Uniqueness Makes A Special Impact

Special Olympics strives to have the world be a kinder place, where all people feel accepted and included. This organization has shaped me into the person I am today. The athletes do not realize how impactful they really are on others. Without even trying, the athletes I coach have changed my life for the better. Their bubbly personalities, endless smiles, goofy jokes, and extreme determination have taught me how to be a better person. Being involved with Special Olympics has allowed me to be accepting of myself, gain leadership skills, and appreciate the bonds I make with people.

The one important life lesson I have learned since becoming involved with Special Olympics is to be accepting of myself. There are a lot of things I struggle with daily, such as my arthritis and OCD. Since the very first day of practice in 2017, I have been learning to be okay with who I am. All the athletes that I help do not look at themselves as inferior or that they have something horribly wrong with them. They do not know any other way of life besides the one they have chosen to embrace. The way they all continuously smile even if they get disqualified from their event is inspiring to me.

I have strived to be the best example for the athletes I coach. My general rule for myself was to show up a few minutes early to swim practice every Sunday so I would have extra time to catch up with the kids. When it came time for our swim meets, I would stay with them to calm them down as they made their way to the diving blocks. The second that buzzer went off and their fingertips hit the water, I screamed and cheered for every single one of them. By being a leader, I must be their friend and encourage them to reach their maximum potential. Leadership skills are an important skill to have as their coach, but these skills can also be applied to daily life.

One athlete I coach and hold very close to my heart is Cooper. He jumps up and down because he is so excited to see me every Sunday. He asks his dad incessantly if I am going to the next practice or the upcoming meet. Even though we get to swim side-by-side, at the end of each lap we stop and chat about tv shows (his favorite happens to be American Ninja Warrior). Despite the fact that I have a close relationship with Cooper, I am not even sure which intellectual disability he is diagnosed with because it has never come up in a conversation between us. We only see each other as caring and kind humans that bring happiness to those around us. The bond I share with Cooper, as well as the ones I have with the rest of my team, brings me great joy.

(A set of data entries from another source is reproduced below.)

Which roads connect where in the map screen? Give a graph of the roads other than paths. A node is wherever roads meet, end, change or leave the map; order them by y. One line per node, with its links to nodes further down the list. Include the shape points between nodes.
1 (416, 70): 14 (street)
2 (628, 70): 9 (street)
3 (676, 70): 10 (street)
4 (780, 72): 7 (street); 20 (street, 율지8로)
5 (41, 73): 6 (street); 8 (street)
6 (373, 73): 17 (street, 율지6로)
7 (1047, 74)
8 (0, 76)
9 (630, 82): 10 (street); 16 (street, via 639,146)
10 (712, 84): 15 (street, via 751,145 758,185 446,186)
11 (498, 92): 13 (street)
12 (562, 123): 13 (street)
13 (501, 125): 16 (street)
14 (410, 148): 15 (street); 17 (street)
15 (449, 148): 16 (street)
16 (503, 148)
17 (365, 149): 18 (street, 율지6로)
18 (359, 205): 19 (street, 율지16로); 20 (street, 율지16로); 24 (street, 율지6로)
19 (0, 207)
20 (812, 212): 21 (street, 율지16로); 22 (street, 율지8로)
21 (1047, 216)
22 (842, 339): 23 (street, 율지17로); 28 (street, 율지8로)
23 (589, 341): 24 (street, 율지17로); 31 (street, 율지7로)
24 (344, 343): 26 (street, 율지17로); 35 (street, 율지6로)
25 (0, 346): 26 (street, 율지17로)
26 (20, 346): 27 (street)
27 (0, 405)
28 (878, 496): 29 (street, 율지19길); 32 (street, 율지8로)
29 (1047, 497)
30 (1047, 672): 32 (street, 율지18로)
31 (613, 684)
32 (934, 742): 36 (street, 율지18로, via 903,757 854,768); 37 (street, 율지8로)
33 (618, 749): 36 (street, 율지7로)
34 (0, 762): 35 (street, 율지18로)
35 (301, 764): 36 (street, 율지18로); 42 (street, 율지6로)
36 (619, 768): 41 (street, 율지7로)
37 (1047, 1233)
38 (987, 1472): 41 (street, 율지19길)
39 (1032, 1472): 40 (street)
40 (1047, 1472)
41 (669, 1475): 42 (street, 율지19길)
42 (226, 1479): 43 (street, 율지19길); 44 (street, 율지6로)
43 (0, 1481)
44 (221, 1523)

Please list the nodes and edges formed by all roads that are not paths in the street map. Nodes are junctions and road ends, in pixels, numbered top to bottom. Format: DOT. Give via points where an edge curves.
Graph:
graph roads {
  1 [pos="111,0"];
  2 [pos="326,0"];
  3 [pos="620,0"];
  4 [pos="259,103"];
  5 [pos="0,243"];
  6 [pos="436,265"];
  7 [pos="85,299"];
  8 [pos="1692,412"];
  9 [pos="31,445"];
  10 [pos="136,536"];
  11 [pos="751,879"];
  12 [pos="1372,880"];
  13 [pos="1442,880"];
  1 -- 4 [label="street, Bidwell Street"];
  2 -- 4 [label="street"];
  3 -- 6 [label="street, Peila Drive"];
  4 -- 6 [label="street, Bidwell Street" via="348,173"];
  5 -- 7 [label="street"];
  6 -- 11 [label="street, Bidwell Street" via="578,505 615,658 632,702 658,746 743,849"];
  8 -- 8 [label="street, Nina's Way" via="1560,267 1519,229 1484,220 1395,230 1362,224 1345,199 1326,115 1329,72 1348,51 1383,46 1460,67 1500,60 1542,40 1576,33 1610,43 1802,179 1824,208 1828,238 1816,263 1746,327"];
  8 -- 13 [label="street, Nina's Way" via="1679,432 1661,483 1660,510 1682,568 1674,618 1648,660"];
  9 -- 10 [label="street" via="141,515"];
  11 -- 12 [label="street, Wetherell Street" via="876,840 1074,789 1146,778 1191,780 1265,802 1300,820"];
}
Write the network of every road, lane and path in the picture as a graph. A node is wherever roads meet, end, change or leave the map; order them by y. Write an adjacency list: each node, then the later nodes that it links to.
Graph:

Over the few years I have been involved with this organization, I have grown to know the names of athletes that I do not even coach. Building bonds with everyone involved in the organization makes the whole experience of being a coach that much more special. The bonds that I create with everyone is more special to me than any award will ever be. I was only recognized because I did what everyone should do: accept everyone and include others in activities.

Having an intellectual disability should not be looked at in a negative light. Having the word “disability” associated with the brightest of smiles, the happiest of kids, and the most determined people is quite ironic. Special Olympics has taught me many valuable lessons, such as leadership abilities, appreciating the bonds I create, and to accept myself for who I am. The athletes go out there and compete in their events just like you and me. In my opinion, I say we should stop using the phrase “intellectual disabilities” and instead replace that with “intellectual specialties.” My time as a coach on my swim team has hit pause as I go to school, but the lessons my kids have taught me will forever play on. Always accept others, and always include everyone.